■ Saved entries
+-------+

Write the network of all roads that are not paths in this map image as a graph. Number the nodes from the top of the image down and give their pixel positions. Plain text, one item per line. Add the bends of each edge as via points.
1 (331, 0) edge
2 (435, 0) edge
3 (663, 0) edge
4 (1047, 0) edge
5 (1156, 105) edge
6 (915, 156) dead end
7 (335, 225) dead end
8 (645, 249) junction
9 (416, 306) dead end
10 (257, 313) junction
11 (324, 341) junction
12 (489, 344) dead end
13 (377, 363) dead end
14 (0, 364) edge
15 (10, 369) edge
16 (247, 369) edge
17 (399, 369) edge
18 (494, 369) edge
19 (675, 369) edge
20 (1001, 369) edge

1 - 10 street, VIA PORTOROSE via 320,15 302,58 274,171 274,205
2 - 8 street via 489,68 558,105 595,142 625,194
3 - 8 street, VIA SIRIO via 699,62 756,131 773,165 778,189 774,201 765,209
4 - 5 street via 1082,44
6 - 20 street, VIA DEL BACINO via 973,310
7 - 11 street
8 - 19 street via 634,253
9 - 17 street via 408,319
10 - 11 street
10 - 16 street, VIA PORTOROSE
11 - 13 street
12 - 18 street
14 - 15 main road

+-------+

Retype all the data. Nothing may be left out or altered.

Write the network of all roads that are not paths in this map image as a graph. Number the nodes from the top of the image down and give their pixel positions. Plain text, one item per line. Add the bends of each edge as via points.
1 (331, 0) edge
2 (435, 0) edge
3 (663, 0) edge
4 (1047, 0) edge
5 (1156, 105) edge
6 (915, 156) dead end
7 (335, 225) dead end
8 (645, 249) junction
9 (416, 306) dead end
10 (257, 313) junction
11 (324, 341) junction
12 (489, 344) dead end
13 (377, 363) dead end
14 (0, 364) edge
15 (10, 369) edge
16 (247, 369) edge
17 (399, 369) edge
18 (494, 369) edge
19 (675, 369) edge
20 (1001, 369) edge

1 - 10 street, VIA PORTOROSE via 320,15 302,58 274,171 274,205
2 - 8 street via 489,68 558,105 595,142 625,194
3 - 8 street, VIA SIRIO via 699,62 756,131 773,165 778,189 774,201 765,209
4 - 5 street via 1082,44
6 - 20 street, VIA DEL BACINO via 973,310
7 - 11 street
8 - 19 street via 634,253
9 - 17 street via 408,319
10 - 11 street
10 - 16 street, VIA PORTOROSE
11 - 13 street
12 - 18 street
14 - 15 main road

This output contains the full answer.